* **Exercise details**: Filter the entries and keep only the lines where the string "Giulio" appears.
[Records supplied — start]
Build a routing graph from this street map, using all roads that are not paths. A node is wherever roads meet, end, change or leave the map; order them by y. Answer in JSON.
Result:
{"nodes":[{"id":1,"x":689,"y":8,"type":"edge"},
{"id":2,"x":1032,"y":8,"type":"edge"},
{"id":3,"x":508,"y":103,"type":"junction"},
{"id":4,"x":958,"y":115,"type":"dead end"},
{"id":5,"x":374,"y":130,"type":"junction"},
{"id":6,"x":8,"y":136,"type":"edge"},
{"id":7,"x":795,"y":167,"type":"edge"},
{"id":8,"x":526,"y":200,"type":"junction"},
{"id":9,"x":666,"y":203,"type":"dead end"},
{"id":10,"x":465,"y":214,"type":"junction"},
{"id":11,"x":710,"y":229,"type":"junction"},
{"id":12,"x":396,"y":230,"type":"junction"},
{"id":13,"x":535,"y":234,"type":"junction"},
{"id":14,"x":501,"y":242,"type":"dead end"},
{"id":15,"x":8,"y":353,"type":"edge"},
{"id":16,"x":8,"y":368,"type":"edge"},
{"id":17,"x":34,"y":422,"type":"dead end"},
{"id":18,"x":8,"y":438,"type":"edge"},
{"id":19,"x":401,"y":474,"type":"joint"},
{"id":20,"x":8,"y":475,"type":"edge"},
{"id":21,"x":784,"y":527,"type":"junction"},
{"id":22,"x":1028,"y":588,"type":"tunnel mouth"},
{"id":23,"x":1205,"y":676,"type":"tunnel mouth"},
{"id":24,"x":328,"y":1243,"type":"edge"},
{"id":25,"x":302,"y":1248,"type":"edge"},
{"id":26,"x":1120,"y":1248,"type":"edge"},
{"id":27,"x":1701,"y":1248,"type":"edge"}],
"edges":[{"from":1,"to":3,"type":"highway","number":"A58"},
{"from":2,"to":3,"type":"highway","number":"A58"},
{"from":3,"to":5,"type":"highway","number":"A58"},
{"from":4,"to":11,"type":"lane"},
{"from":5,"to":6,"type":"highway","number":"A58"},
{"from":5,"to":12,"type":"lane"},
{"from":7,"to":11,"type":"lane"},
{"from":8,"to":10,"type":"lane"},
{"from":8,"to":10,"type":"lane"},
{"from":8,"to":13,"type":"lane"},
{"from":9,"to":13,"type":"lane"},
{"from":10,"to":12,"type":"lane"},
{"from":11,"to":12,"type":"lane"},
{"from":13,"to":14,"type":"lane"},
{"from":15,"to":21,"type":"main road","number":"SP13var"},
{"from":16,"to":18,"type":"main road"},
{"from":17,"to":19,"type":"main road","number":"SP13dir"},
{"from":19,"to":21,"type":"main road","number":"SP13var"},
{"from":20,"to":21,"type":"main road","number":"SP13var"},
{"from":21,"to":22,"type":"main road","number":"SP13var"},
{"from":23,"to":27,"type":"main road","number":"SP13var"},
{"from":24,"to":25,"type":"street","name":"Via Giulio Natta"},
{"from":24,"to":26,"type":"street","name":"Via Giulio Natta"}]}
[Records supplied — finish]
* **Solution**:
{"from":24,"to":25,"type":"street","name":"Via Giulio Natta"},
{"from":24,"to":26,"type":"street","name":"Via Giulio Natta"}]}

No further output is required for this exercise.